** Exercise objective **
With images removed, return the whole listing exactly as written.

** Data provided **
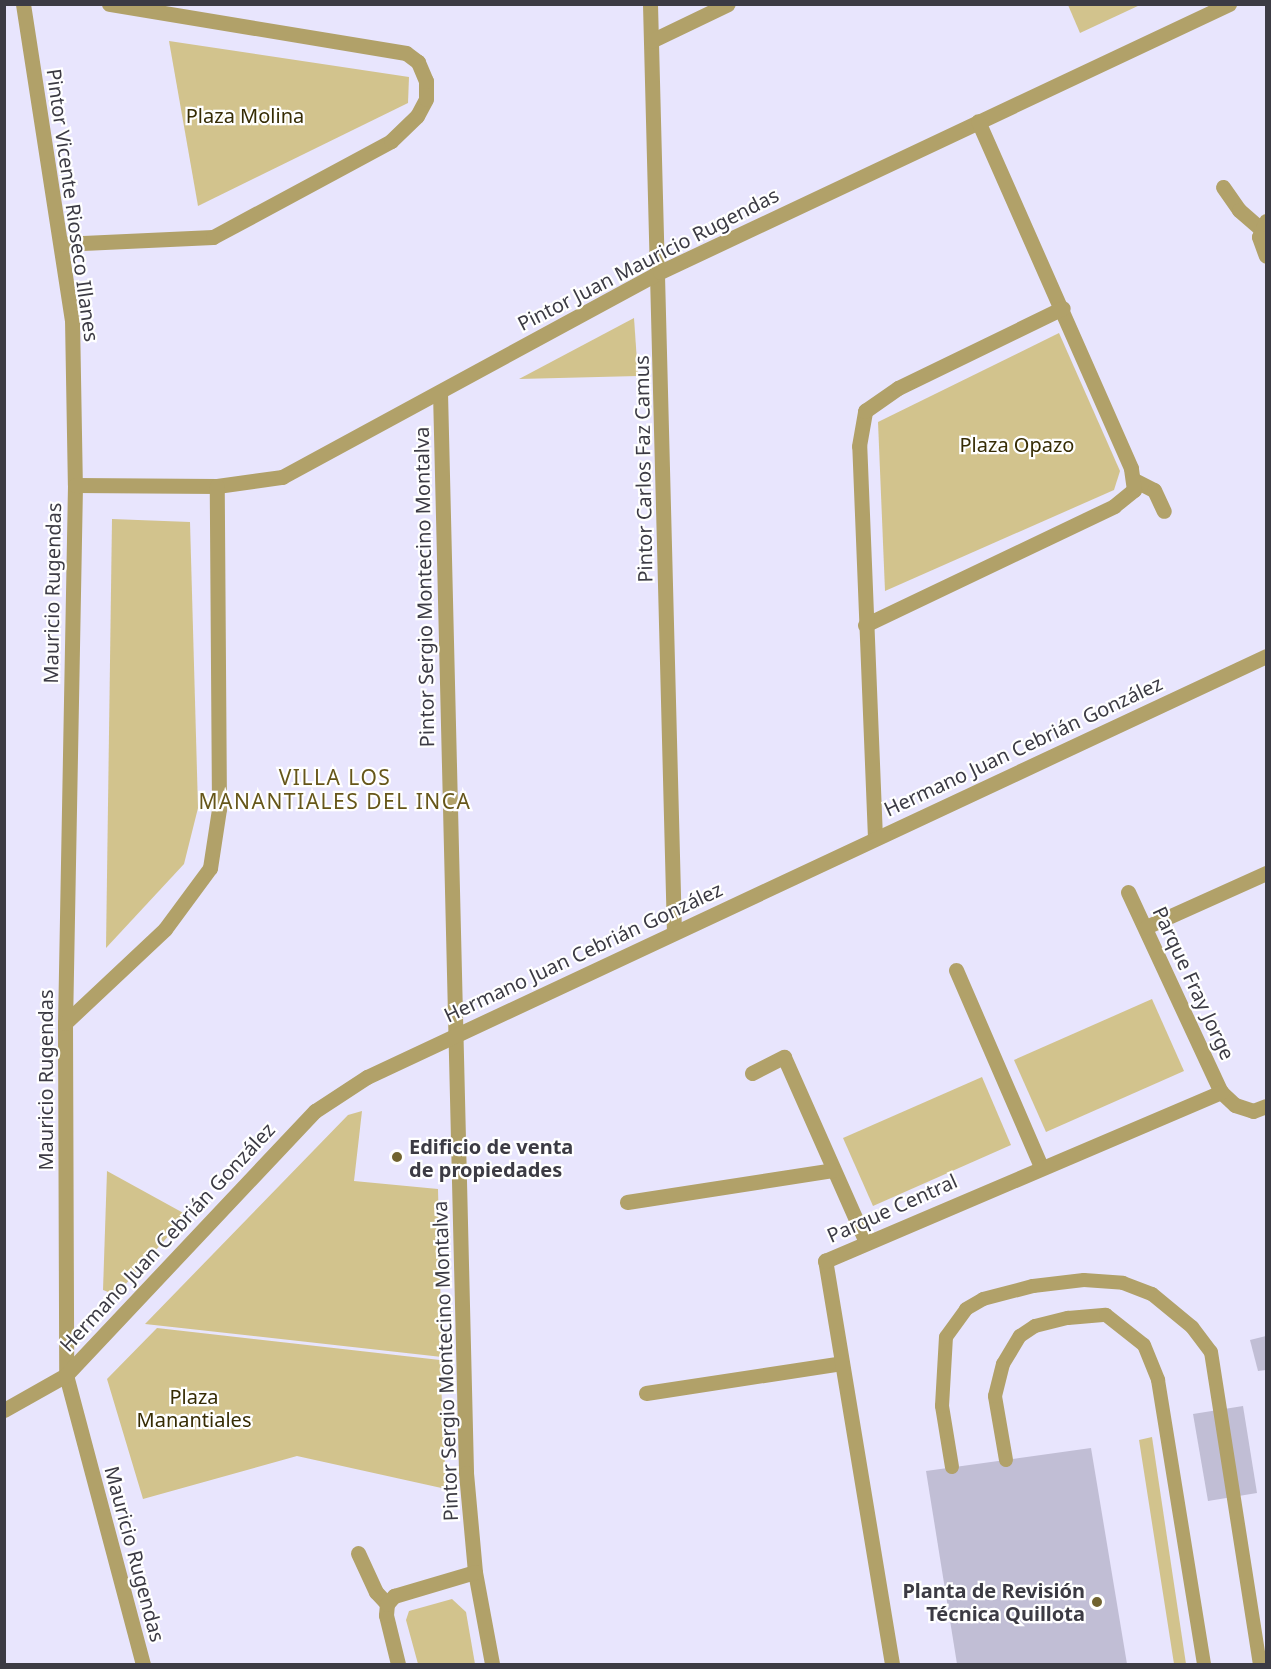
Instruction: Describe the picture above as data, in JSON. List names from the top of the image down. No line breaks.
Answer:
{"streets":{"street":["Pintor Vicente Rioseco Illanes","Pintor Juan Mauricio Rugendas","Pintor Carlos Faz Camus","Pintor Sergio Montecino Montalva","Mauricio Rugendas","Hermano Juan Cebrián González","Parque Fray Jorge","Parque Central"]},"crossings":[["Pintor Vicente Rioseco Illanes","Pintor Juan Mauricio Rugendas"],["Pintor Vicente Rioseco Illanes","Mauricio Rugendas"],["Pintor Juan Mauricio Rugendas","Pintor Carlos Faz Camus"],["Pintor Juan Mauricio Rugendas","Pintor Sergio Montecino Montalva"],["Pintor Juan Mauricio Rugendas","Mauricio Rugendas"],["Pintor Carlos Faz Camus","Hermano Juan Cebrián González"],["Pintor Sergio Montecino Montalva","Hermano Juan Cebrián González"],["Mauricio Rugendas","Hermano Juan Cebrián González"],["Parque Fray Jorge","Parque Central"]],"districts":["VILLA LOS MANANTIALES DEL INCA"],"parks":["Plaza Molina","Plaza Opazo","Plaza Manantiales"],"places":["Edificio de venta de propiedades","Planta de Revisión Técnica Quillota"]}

** Exercise solution **
Instruction: Describe the picture above as data, in JSON. List names from the top of the image down. No line breaks.
Answer:
{"streets":{"street":["Pintor Vicente Rioseco Illanes","Pintor Juan Mauricio Rugendas","Pintor Carlos Faz Camus","Pintor Sergio Montecino Montalva","Mauricio Rugendas","Hermano Juan Cebrián González","Parque Fray Jorge","Parque Central"]},"crossings":[["Pintor Vicente Rioseco Illanes","Pintor Juan Mauricio Rugendas"],["Pintor Vicente Rioseco Illanes","Mauricio Rugendas"],["Pintor Juan Mauricio Rugendas","Pintor Carlos Faz Camus"],["Pintor Juan Mauricio Rugendas","Pintor Sergio Montecino Montalva"],["Pintor Juan Mauricio Rugendas","Mauricio Rugendas"],["Pintor Carlos Faz Camus","Hermano Juan Cebrián González"],["Pintor Sergio Montecino Montalva","Hermano Juan Cebrián González"],["Mauricio Rugendas","Hermano Juan Cebrián González"],["Parque Fray Jorge","Parque Central"]],"districts":["VILLA LOS MANANTIALES DEL INCA"],"parks":["Plaza Molina","Plaza Opazo","Plaza Manantiales"],"places":["Edificio de venta de propiedades","Planta de Revisión Técnica Quillota"]}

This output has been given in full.